[ENTRIES SHOWN]:

========

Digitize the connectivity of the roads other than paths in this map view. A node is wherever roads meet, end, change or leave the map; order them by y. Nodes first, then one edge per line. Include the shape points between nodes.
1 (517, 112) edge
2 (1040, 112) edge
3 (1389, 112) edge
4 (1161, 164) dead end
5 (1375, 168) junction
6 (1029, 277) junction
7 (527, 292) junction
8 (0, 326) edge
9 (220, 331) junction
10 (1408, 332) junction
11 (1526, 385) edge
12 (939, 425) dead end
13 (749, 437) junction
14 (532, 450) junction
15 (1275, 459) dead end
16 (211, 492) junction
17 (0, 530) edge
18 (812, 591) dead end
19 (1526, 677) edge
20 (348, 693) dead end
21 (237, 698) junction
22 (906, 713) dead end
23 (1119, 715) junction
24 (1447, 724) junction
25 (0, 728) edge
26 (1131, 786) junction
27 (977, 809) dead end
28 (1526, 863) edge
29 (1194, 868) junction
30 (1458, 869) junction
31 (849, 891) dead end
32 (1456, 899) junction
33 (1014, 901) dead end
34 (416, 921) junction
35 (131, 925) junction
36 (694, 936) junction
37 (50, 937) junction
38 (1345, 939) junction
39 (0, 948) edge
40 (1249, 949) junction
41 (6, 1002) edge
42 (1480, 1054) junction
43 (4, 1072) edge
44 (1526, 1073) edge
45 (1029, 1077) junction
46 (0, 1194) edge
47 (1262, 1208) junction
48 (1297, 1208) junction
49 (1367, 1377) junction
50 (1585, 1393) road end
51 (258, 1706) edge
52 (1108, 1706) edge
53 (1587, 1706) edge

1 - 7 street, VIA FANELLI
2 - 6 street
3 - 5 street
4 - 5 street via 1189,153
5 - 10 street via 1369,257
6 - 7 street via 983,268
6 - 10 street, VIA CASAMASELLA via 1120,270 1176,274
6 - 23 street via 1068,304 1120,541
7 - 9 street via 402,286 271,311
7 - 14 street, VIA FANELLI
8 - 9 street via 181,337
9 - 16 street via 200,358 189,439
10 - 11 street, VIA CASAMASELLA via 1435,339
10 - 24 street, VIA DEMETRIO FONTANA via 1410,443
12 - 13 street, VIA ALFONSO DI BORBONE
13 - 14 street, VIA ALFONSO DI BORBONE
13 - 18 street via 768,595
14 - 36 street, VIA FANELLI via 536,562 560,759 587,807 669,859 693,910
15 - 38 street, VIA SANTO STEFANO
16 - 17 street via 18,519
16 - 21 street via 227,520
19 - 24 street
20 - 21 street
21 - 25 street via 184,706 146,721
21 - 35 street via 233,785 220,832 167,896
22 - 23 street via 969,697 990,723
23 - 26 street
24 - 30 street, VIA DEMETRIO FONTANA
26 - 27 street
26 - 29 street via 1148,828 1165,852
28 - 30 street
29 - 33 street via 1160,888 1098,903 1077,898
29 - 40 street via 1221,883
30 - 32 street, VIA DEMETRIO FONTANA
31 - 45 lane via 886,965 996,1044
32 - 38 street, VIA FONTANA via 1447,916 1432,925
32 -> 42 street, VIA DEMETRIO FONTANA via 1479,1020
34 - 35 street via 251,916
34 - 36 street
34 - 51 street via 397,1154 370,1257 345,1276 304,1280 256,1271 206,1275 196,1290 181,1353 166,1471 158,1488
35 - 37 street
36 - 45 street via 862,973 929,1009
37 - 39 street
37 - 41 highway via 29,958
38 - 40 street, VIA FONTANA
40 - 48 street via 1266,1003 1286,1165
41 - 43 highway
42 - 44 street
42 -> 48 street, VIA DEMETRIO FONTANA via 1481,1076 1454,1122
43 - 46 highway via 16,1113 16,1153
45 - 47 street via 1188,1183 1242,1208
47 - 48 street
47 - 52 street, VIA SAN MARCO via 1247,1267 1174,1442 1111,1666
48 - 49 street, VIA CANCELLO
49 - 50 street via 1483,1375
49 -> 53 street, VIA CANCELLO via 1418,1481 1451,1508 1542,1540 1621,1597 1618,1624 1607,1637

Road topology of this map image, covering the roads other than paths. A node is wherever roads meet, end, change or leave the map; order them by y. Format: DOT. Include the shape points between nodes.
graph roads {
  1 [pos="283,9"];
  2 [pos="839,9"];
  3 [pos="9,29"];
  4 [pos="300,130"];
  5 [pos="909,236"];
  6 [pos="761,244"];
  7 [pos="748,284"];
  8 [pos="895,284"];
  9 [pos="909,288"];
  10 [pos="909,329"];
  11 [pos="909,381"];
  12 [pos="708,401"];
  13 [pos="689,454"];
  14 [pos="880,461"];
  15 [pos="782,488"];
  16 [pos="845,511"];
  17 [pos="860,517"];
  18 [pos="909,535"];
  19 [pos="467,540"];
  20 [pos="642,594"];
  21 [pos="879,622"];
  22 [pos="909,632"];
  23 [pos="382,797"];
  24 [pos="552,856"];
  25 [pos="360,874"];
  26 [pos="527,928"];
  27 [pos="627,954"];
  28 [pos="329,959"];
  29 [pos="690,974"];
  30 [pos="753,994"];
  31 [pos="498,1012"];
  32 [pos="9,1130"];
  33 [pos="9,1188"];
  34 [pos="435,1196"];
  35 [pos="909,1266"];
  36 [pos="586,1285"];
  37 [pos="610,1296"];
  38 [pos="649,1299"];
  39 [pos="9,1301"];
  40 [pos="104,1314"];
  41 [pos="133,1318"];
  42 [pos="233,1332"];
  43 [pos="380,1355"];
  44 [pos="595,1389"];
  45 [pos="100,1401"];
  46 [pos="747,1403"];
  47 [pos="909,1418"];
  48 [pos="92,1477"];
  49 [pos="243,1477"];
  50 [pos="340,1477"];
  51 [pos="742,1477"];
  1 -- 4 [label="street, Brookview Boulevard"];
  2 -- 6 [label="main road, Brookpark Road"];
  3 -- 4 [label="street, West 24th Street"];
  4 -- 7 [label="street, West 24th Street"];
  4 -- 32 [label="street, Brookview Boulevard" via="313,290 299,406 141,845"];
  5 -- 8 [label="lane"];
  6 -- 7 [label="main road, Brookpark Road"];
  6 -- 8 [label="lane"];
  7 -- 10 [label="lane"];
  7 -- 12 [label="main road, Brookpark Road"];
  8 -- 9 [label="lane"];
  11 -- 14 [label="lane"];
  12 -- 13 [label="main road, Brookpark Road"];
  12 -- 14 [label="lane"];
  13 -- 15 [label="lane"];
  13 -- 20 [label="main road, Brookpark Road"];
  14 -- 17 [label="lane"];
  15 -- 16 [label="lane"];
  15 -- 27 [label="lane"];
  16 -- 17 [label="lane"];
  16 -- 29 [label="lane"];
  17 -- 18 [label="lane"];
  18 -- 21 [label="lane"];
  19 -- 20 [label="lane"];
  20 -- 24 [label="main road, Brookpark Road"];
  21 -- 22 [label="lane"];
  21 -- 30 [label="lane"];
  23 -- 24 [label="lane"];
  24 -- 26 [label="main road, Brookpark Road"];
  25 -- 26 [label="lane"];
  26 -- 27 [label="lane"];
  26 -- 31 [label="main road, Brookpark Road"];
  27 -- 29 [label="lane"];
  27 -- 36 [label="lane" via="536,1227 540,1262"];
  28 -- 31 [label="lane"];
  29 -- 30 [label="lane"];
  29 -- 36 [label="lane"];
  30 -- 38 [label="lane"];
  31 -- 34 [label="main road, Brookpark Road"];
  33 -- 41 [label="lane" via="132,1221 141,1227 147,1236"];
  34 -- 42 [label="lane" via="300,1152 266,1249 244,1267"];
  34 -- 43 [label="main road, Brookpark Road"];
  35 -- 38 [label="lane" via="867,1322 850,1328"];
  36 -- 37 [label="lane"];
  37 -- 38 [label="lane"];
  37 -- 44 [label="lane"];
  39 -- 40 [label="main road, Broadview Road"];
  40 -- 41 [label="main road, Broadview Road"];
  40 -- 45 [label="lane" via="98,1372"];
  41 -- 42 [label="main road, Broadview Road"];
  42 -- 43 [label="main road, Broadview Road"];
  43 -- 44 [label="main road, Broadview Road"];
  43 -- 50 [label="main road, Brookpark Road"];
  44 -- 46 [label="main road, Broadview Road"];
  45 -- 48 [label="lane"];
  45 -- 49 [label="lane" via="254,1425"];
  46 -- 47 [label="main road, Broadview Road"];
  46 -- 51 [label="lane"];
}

========

[PROBLEM STATEMENT]:
Whenever a line of the listing above holds the word "meet", copy that line.

[OUTPUT]:
Digitize the connectivity of the roads other than paths in this map view. A node is wherever roads meet, end, change or leave the map; order them by y. Nodes first, then one edge per line. Include the shape points between nodes.
Road topology of this map image, covering the roads other than paths. A node is wherever roads meet, end, change or leave the map; order them by y. Format: DOT. Include the shape points between nodes.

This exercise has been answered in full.